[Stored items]
---------------

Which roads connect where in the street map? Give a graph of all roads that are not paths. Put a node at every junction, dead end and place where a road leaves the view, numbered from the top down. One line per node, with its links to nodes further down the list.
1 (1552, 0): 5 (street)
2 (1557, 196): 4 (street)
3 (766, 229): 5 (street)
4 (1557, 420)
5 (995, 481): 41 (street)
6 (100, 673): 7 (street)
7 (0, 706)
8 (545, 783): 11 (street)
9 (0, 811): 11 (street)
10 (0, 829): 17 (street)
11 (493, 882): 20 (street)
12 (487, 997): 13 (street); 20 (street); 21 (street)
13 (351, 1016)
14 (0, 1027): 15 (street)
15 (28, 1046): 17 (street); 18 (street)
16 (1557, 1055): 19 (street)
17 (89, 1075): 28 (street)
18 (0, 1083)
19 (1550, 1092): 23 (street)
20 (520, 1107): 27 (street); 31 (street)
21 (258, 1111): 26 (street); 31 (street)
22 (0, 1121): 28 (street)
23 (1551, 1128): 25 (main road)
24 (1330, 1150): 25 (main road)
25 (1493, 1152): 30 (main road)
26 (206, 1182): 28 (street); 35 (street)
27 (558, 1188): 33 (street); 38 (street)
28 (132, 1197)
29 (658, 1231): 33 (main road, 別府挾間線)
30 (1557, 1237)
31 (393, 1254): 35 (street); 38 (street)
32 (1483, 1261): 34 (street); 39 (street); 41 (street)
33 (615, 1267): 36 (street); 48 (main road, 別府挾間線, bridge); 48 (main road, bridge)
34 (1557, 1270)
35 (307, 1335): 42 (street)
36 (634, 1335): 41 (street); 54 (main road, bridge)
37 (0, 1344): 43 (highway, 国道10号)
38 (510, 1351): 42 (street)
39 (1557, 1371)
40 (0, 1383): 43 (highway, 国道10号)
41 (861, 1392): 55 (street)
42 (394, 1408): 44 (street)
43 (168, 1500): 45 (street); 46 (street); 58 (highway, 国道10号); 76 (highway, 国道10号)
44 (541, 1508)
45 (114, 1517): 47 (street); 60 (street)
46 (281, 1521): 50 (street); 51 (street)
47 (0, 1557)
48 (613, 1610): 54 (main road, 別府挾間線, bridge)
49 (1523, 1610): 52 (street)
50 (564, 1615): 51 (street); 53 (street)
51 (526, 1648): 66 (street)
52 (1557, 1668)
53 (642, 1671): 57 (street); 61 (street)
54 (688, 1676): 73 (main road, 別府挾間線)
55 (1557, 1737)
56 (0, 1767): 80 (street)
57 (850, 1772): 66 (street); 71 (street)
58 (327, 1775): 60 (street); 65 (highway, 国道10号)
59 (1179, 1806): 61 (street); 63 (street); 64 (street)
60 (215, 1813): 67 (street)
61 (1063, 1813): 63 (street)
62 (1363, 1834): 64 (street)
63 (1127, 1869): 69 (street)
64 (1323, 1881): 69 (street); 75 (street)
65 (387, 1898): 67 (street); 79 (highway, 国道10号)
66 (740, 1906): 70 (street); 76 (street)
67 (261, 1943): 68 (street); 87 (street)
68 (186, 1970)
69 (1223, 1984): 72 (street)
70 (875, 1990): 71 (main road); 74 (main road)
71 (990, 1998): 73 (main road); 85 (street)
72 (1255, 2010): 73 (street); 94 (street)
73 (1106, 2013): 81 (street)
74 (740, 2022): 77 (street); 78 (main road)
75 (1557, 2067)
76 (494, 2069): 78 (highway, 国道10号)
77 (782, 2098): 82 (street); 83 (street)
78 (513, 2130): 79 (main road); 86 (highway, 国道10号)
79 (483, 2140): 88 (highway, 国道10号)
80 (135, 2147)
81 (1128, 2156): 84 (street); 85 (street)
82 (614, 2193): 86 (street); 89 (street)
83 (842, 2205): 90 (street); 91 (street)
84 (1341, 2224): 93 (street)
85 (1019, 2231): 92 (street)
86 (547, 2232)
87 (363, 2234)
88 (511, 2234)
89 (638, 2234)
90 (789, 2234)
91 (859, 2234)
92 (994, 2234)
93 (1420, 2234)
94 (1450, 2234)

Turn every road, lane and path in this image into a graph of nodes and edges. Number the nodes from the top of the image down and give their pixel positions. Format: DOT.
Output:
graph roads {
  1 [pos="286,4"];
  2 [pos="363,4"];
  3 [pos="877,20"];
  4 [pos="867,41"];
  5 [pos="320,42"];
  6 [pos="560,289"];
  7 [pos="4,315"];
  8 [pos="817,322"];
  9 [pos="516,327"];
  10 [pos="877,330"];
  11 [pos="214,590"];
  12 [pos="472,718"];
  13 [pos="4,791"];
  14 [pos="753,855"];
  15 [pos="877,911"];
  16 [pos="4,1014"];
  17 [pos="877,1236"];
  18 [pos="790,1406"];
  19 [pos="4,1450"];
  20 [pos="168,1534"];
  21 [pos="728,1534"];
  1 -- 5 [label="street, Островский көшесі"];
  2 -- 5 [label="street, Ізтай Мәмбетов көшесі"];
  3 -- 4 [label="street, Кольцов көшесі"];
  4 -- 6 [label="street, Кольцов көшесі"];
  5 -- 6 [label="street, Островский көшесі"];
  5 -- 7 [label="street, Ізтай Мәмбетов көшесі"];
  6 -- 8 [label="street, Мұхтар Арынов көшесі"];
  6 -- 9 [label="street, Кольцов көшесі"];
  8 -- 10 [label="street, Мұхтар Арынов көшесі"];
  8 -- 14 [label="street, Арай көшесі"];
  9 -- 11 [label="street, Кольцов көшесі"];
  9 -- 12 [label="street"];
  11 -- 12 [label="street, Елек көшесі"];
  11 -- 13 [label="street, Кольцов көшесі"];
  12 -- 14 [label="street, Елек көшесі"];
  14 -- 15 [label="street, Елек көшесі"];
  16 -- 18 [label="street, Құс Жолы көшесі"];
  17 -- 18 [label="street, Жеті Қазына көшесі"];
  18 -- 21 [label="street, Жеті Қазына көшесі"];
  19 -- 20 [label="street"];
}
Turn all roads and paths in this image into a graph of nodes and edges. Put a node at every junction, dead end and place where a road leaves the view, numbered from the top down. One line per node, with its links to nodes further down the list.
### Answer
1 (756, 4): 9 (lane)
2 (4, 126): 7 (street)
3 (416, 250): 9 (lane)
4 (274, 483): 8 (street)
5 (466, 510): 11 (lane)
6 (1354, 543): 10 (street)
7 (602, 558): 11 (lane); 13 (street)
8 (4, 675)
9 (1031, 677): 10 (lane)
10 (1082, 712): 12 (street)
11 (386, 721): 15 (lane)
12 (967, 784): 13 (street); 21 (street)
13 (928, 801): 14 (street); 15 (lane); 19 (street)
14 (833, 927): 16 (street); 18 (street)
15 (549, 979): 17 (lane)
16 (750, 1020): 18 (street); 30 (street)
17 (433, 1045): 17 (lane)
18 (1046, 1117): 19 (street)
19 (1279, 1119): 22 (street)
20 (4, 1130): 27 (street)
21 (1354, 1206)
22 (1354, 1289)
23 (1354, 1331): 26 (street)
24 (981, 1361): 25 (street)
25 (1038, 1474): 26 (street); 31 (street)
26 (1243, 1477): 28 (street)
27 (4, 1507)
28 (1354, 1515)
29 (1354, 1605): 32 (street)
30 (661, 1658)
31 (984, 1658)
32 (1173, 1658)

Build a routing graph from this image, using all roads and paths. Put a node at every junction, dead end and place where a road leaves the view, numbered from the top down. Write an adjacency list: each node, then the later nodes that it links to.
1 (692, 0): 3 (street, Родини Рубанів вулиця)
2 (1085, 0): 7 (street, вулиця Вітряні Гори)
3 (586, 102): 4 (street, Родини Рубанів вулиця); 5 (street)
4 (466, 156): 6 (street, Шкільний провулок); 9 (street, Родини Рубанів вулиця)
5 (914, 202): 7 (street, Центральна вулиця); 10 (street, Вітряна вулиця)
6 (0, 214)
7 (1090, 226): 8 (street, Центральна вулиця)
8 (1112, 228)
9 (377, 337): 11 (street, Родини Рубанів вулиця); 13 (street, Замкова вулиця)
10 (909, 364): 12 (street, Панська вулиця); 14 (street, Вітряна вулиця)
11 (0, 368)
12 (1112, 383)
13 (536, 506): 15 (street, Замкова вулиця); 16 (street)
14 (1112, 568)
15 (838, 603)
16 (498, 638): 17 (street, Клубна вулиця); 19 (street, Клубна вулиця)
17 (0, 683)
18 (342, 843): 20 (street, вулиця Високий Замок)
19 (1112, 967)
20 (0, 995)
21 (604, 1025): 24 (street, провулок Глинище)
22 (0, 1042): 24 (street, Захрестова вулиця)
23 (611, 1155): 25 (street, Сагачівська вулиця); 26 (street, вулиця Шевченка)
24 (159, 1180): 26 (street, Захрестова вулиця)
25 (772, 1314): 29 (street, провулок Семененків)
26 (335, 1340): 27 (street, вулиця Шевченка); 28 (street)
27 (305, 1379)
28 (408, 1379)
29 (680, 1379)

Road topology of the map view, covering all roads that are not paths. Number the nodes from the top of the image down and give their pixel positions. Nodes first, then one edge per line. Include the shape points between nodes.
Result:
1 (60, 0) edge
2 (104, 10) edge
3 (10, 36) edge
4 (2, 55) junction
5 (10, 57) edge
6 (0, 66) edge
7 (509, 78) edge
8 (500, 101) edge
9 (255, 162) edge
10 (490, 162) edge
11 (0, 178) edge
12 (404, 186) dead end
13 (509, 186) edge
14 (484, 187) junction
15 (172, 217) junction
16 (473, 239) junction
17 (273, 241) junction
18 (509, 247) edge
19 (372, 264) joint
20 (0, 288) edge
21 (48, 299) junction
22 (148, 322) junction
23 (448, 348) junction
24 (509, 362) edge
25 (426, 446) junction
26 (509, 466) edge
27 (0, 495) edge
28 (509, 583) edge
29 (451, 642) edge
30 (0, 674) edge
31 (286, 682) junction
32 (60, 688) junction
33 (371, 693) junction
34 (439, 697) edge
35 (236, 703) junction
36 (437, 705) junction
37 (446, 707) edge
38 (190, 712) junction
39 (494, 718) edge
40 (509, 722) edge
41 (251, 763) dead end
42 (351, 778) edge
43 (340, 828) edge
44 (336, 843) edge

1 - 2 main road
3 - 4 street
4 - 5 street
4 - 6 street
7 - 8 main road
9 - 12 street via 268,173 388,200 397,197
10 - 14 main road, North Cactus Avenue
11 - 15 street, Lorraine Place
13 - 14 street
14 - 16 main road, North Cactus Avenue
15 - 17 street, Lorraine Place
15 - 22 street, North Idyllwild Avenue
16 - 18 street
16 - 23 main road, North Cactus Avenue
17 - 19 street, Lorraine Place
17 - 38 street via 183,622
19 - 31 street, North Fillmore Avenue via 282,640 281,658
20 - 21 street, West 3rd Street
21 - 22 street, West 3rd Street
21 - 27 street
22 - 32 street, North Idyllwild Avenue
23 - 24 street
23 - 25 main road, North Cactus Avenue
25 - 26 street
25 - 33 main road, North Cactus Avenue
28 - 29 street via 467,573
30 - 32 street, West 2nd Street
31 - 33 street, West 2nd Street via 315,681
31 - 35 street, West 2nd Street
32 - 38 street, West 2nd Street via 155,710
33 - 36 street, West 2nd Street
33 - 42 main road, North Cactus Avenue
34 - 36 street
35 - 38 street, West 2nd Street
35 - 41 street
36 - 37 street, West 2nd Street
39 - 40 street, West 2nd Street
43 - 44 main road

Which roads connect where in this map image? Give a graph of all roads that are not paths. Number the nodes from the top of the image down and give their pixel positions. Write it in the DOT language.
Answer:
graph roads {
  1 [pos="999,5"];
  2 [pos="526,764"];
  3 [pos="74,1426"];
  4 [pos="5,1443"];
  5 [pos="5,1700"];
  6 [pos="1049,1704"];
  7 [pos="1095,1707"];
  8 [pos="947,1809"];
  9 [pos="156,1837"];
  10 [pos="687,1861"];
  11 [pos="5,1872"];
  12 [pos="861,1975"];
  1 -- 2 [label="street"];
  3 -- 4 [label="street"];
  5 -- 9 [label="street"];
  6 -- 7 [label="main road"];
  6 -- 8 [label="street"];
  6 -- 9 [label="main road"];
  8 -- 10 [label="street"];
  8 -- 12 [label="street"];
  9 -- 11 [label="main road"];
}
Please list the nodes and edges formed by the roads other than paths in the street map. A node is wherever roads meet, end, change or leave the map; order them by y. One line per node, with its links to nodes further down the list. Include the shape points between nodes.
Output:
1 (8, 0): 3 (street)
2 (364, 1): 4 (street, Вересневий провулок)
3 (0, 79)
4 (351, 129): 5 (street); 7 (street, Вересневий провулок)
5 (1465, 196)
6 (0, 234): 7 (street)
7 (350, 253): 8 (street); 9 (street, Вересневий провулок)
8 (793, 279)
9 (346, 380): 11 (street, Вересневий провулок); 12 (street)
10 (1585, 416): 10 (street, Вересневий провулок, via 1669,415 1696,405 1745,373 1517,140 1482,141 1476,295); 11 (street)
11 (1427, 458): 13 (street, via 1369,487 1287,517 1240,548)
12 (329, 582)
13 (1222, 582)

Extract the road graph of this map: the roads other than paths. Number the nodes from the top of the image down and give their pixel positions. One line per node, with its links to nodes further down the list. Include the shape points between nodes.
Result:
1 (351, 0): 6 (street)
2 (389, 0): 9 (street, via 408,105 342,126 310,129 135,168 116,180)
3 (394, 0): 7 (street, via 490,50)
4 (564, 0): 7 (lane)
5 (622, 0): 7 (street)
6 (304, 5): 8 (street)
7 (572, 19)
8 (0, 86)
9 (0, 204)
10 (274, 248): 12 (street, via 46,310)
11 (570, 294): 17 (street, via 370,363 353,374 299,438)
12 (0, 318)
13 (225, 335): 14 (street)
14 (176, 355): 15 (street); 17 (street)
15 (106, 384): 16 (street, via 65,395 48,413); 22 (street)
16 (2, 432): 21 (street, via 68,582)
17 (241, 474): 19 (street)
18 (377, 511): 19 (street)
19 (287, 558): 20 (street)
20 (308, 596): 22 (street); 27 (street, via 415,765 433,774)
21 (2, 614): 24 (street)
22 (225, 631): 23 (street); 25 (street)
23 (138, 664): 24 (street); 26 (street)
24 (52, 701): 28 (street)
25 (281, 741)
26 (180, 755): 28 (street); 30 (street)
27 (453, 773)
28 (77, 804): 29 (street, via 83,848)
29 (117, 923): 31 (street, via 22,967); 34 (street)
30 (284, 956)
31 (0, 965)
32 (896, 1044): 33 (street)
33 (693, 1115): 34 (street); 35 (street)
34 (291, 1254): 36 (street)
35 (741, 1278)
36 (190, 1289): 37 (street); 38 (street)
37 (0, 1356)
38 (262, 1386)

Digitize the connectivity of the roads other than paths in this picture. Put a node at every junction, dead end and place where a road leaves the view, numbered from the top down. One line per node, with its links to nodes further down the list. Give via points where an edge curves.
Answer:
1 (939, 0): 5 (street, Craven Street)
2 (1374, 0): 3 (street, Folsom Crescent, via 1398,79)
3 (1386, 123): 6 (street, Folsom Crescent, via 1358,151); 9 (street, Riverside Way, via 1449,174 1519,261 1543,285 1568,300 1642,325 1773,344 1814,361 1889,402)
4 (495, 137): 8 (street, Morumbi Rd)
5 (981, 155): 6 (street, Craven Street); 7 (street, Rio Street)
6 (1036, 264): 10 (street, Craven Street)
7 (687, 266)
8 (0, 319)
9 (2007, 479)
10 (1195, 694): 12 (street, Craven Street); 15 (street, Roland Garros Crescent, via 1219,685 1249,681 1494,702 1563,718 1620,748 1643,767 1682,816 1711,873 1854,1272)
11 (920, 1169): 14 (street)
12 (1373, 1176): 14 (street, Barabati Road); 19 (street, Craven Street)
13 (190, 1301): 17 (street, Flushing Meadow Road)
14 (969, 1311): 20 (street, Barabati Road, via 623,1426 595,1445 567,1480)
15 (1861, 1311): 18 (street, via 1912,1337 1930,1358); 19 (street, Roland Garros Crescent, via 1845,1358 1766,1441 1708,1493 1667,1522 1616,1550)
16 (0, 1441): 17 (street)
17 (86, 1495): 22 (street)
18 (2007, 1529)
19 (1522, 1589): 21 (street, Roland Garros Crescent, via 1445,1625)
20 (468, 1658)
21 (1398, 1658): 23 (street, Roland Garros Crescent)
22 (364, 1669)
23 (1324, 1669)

---------------

(Exercise directions): Could you return exactly the stretch of the data above that starts at the line with "Which roads connect where in this" and ends at the line with "Please list the", both lines included?

(Task response):
Which roads connect where in this map image? Give a graph of all roads that are not paths. Number the nodes from the top of the image down and give their pixel positions. Write it in the DOT language.
Answer:
graph roads {
  1 [pos="999,5"];
  2 [pos="526,764"];
  3 [pos="74,1426"];
  4 [pos="5,1443"];
  5 [pos="5,1700"];
  6 [pos="1049,1704"];
  7 [pos="1095,1707"];
  8 [pos="947,1809"];
  9 [pos="156,1837"];
  10 [pos="687,1861"];
  11 [pos="5,1872"];
  12 [pos="861,1975"];
  1 -- 2 [label="street"];
  3 -- 4 [label="street"];
  5 -- 9 [label="street"];
  6 -- 7 [label="main road"];
  6 -- 8 [label="street"];
  6 -- 9 [label="main road"];
  8 -- 10 [label="street"];
  8 -- 12 [label="street"];
  9 -- 11 [label="main road"];
}
Please list the nodes and edges formed by the roads other than paths in the street map. A node is wherever roads meet, end, change or leave the map; order them by y. One line per node, with its links to nodes further down the list. Include the shape points between nodes.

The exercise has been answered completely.